French court orders windfarm to cease operations for a year because the turbines caused the death of a golden eagle
Earlier this month, a French court ruled in favour of protecting eagles over “green,” “renewable” ideology.
A wind farm operator was slapped with a fine of €200,000 for causing the death of a golden eagle. The court also ordered the wind farm to stop operating for a year and fined the company’s director €40,000.
Hopefully, this is just the start of accountability for the destruction wind turbines cause to nature.
The Blade Stops Here: France Holds Wind Industry Accountable at Last
By Charles Rotter as published by Watts Up With That
The recent shutdown of the Bernagues wind farm in Hérault, France, marks a long-overdue reckoning with the lethal impacts of wind energy on wildlife – particularly raptors like the golden eagle.
On 9 April 2025, a French court ordered the entire site to cease operations for one year following the confirmed death of a golden eagle, a protected species, that collided with one of the farm’s turbine blades in January 2023. The decision also slapped Energie Renouvelable du Languedoc (“ERL”), the farm’s operator, with a €200,000 fine, half of which was suspended, and imposed an additional €40,000 fine on the company’s director.

This isn’t just a one-off judicial reaction. It represents a seismic shift in how the French legal system – and perhaps the broader public – are beginning to confront the uncomfortable truth about wind energy’s collateral damage. Despite the Green orthodoxy that surrounds renewables, wind turbines kill birds. And not just any birds. In this case, the victim was the breeding male of a golden eagle pair that had nested just three kilometres from the turbine site, a distance well beyond typical disturbance buffers used in wildlife protection.
Environmental groups hailed the court’s decision as a victory, but the implications go much deeper. For years, bird deaths caused by wind turbines have been ignored, downplayed or dismissed as unfortunate but tolerable trade-offs in the race toward “net zero.” But the Bernagues case shatters that illusion. Here, a single incident carried enough legal weight to halt energy production for a year – an implicit admission that the risks to protected species may outweigh the supposed benefits of wind energy.
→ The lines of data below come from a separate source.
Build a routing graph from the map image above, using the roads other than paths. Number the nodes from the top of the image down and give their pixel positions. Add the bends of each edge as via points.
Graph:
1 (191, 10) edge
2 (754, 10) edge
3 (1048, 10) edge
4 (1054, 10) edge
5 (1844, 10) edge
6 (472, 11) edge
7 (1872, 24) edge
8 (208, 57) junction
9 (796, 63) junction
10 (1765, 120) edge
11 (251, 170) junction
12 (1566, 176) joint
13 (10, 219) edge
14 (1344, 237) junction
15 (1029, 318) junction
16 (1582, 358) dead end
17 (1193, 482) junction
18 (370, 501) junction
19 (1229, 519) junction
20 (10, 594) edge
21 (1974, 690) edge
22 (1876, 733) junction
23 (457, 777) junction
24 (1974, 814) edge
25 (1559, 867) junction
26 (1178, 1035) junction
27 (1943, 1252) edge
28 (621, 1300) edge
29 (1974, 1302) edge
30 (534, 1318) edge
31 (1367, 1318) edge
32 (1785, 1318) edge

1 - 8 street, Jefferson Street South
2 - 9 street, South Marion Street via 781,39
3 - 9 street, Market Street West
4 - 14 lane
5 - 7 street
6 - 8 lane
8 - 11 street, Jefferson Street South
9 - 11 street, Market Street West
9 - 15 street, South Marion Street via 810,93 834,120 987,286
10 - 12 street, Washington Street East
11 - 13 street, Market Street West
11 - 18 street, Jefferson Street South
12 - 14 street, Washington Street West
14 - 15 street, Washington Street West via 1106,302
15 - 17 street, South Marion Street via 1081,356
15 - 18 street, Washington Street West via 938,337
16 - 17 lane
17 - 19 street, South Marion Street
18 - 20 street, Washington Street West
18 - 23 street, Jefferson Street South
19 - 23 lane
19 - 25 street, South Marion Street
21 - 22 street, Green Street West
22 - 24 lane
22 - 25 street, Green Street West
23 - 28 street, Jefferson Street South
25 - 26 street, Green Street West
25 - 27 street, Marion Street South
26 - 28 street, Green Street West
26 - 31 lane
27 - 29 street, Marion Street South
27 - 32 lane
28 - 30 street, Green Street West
And this isn’t happening in isolation. Another French wind farm in Aumelas was also ordered to suspend operations just two days earlier, along with a €5 million fine against EDF Renewables. Add to this the December 2023 ruling from the Nîmes Court of Appeal ordering the demolition of the Bernagues wind farm for lacking a valid building permit, and a pattern begins to emerge: the renewable energy sector, long shielded from scrutiny, is now being subjected to long-overdue consequences.
What’s changing? In part, a growing recognition – backed by research – that wind farms are not as benign as their public relations teams suggest. Two recent studies underline the broader threat to golden eagles. One, in Ecological Applications, shows that annual mortality already exceeds the threshold that eagle populations can sustain. Another, in Biological Conservation, tracks a rise in turbine-related eagle deaths in the western US, from 110 in 2013 to 270 in 2024. These are not rounding errors. They are statistical red flags.
And yet, the political and ideological machinery behind wind power continues to roll forward, impervious to facts. The push for “green” energy is not driven by data but by dogma. It’s a crusade rooted in carbon hysteria and the romanticisation of renewable energy, regardless of ecological consequences or economic efficiency. Wind power has become the cathedral of the climate faithful and turbines their spires – never mind the feathered corpses accumulating at their base.
This is not rational policymaking; it’s ideological fixation dressed up as science. If the goal were genuinely to balance human needs with environmental stewardship, the conversation would look very different. We’d be assessing energy sources on their real-world merits – reliability, cost, land use, ecological impact – not blindly throwing subsidies at whichever technology aligns with green slogans.
France’s court system has done what most governments have failed to do: impose real accountability on an industry that’s been operating with impunity. The Bernagues decision should serve as a precedent, not an anomaly. It’s a milestone in holding the wind industry to the same environmental standards it pretends to uphold. And it invites a critical question: if even the eagle – the emblem of nature’s majesty – isn’t safe from the blades of climate dogma, what exactly are we saving?